The prospect of living in Zimbabwe is somewhat of a gamble at the moment, so you might think that there would be very little desire for supporting Zimbabwe’s gambling dens. In reality, it appears to be working the other way, with the awful economic conditions creating a larger desire to gamble, to attempt to find a quick win, a way out of the crisis.

For nearly all of the citizens living on the tiny nearby earnings, there are two established types of wagering, the national lotto and Zimbet. Just as with most everywhere else on the planet, there is a national lottery where the chances of winning are extremely tiny, but then the jackpots are also surprisingly big. It’s been said by economists who study the situation that most do not buy a card with the rational expectation of winning. Zimbet is founded on either the national or the British soccer leagues and involves predicting the outcomes of future matches.

Zimbabwe’s casinos, on the other shoe, mollycoddle the extremely rich of the country and tourists. Up till not long ago, there was a considerably large vacationing industry, centered on safaris and visits to Victoria Falls. The market collapse and connected crime have carved into this market.

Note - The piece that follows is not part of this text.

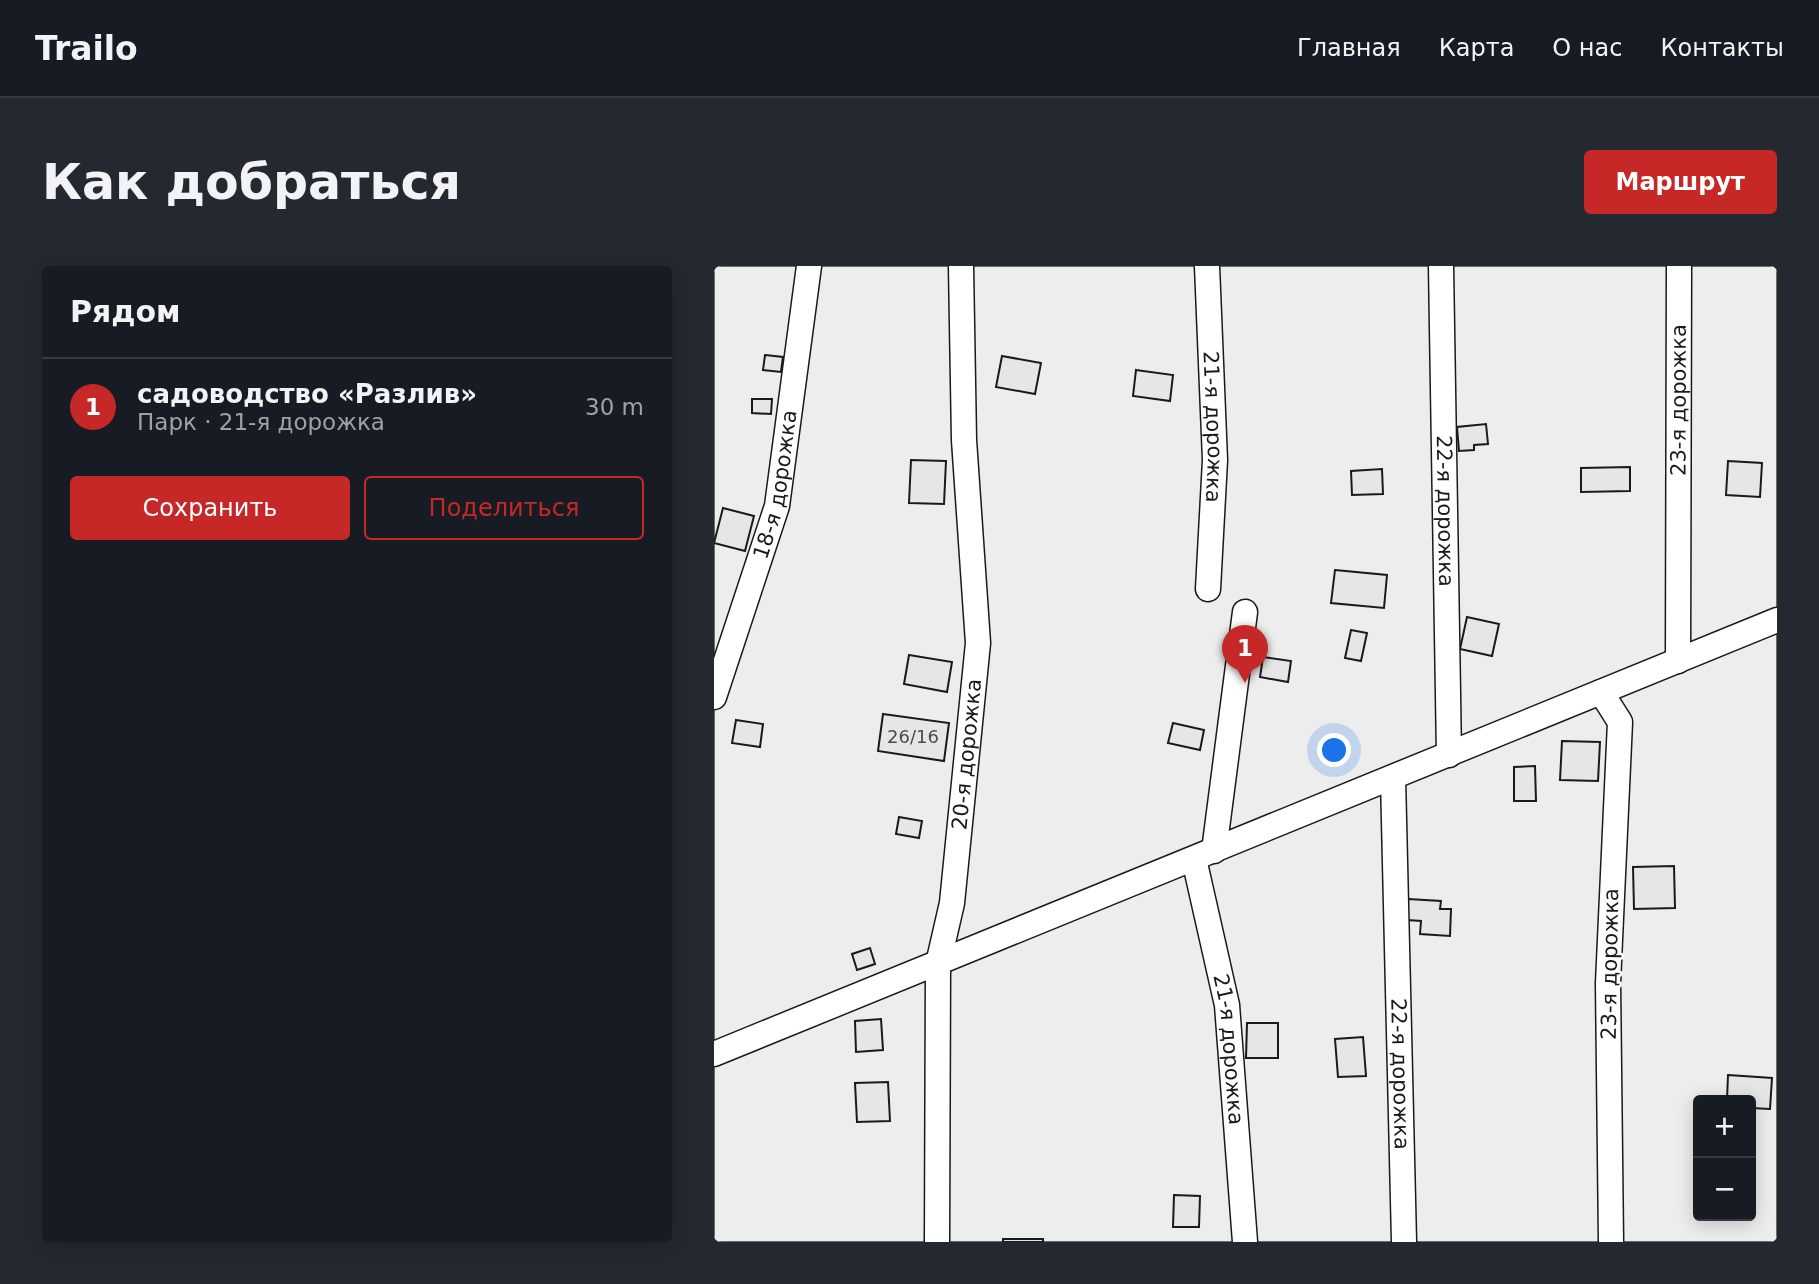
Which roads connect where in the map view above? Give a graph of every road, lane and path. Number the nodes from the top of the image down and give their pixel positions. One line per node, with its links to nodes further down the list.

Among Zimbabwe’s gambling halls, there are two in the capital, Harare, the Carribea Bay Resort and Casino, which has 5 gaming tables and slot machines, and the Plumtree Casino, which has only slot machines. The Zambesi Valley Hotel and Entertainment Center in Kariba also has just slot machines. Mutare contains the Monclair Hotel and Casino and the Leopard Rock Hotel and Casino, the pair of which have gaming tables, one armed bandits and video poker machines, and Victoria Falls houses the Elephant Hills Hotel and Casino and the Makasa Sun Hotel and Casino, both of which have gaming machines and blackjack, roulette, and craps tables.

In addition to Zimbabwe’s gambling dens and the above alluded to lottery and Zimbet (which is quite like a pools system), there are also 2 horse racing tracks in the country: the Matabeleland Turf Club in Bulawayo (the 2nd city) and the Borrowdale Park in Harare.

Given that the economy has deflated by more than 40% in the past few years and with the connected poverty and crime that has arisen, it is not well-known how healthy the vacationing industry which is the backbone of Zimbabwe’s gambling halls will do in the next few years. How many of them will be alive till conditions improve is simply unknown.